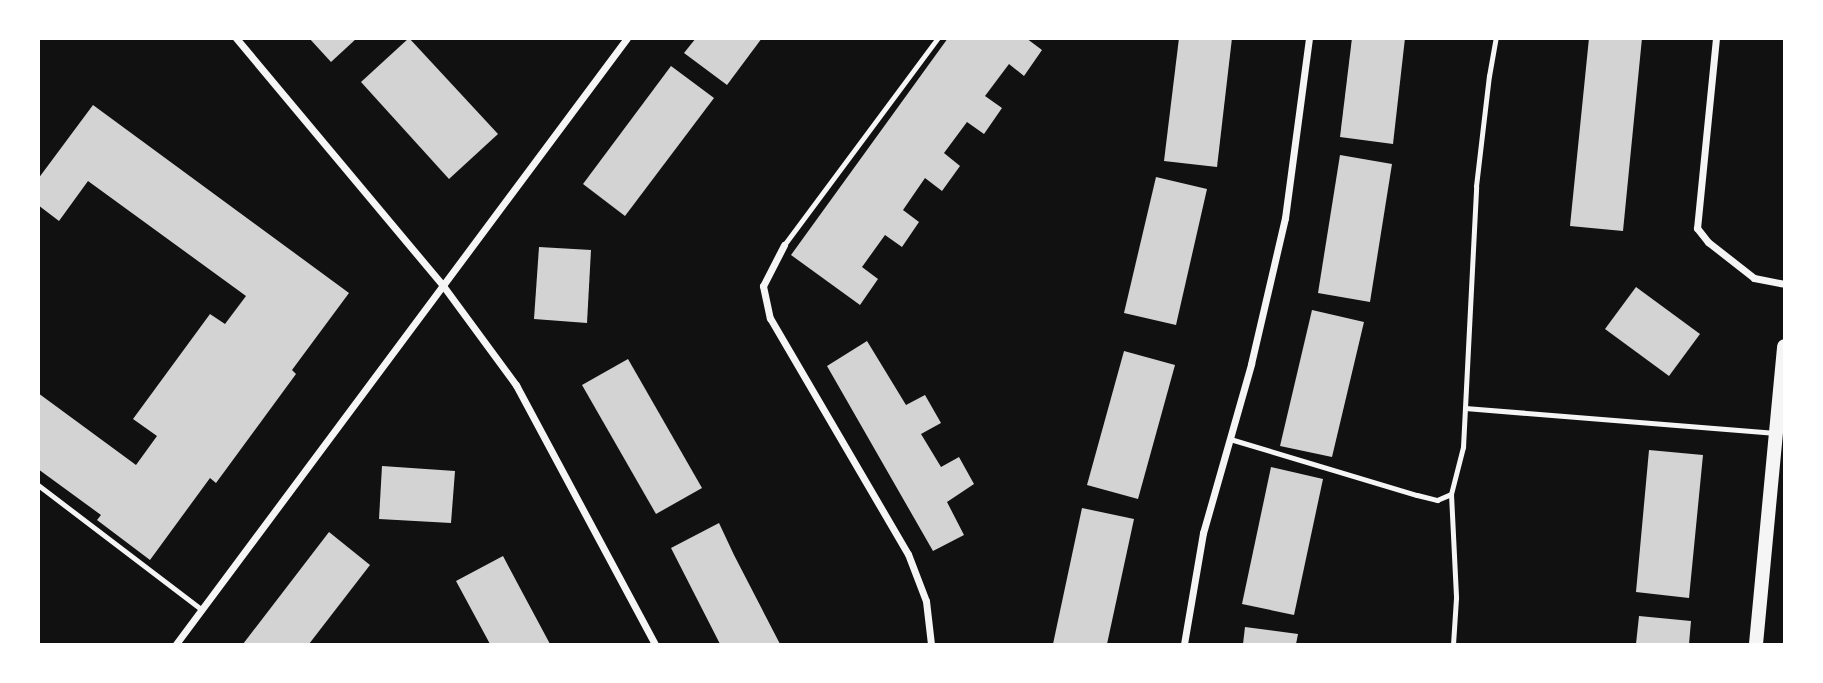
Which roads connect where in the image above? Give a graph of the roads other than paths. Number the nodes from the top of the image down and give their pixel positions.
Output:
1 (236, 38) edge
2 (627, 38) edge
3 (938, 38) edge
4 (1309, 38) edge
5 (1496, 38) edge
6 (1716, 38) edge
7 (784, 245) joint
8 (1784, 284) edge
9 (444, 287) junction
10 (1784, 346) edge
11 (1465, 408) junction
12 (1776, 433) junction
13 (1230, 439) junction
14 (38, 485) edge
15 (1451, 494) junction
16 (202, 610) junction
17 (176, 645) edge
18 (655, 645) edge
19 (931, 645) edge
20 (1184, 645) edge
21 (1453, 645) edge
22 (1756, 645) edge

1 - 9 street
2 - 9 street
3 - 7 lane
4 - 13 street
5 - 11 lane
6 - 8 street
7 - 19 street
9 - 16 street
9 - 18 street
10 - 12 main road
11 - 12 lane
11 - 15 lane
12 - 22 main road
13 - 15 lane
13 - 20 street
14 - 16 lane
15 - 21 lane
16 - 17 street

EXERCISE INSTRUCTIONS.
Leave out the images and copy every record above exactly.

PROBLEM SOLUTION.
Which roads connect where in the image above? Give a graph of the roads other than paths. Number the nodes from the top of the image down and give their pixel positions.
Output:
1 (236, 38) edge
2 (627, 38) edge
3 (938, 38) edge
4 (1309, 38) edge
5 (1496, 38) edge
6 (1716, 38) edge
7 (784, 245) joint
8 (1784, 284) edge
9 (444, 287) junction
10 (1784, 346) edge
11 (1465, 408) junction
12 (1776, 433) junction
13 (1230, 439) junction
14 (38, 485) edge
15 (1451, 494) junction
16 (202, 610) junction
17 (176, 645) edge
18 (655, 645) edge
19 (931, 645) edge
20 (1184, 645) edge
21 (1453, 645) edge
22 (1756, 645) edge

1 - 9 street
2 - 9 street
3 - 7 lane
4 - 13 street
5 - 11 lane
6 - 8 street
7 - 19 street
9 - 16 street
9 - 18 street
10 - 12 main road
11 - 12 lane
11 - 15 lane
12 - 22 main road
13 - 15 lane
13 - 20 street
14 - 16 lane
15 - 21 lane
16 - 17 street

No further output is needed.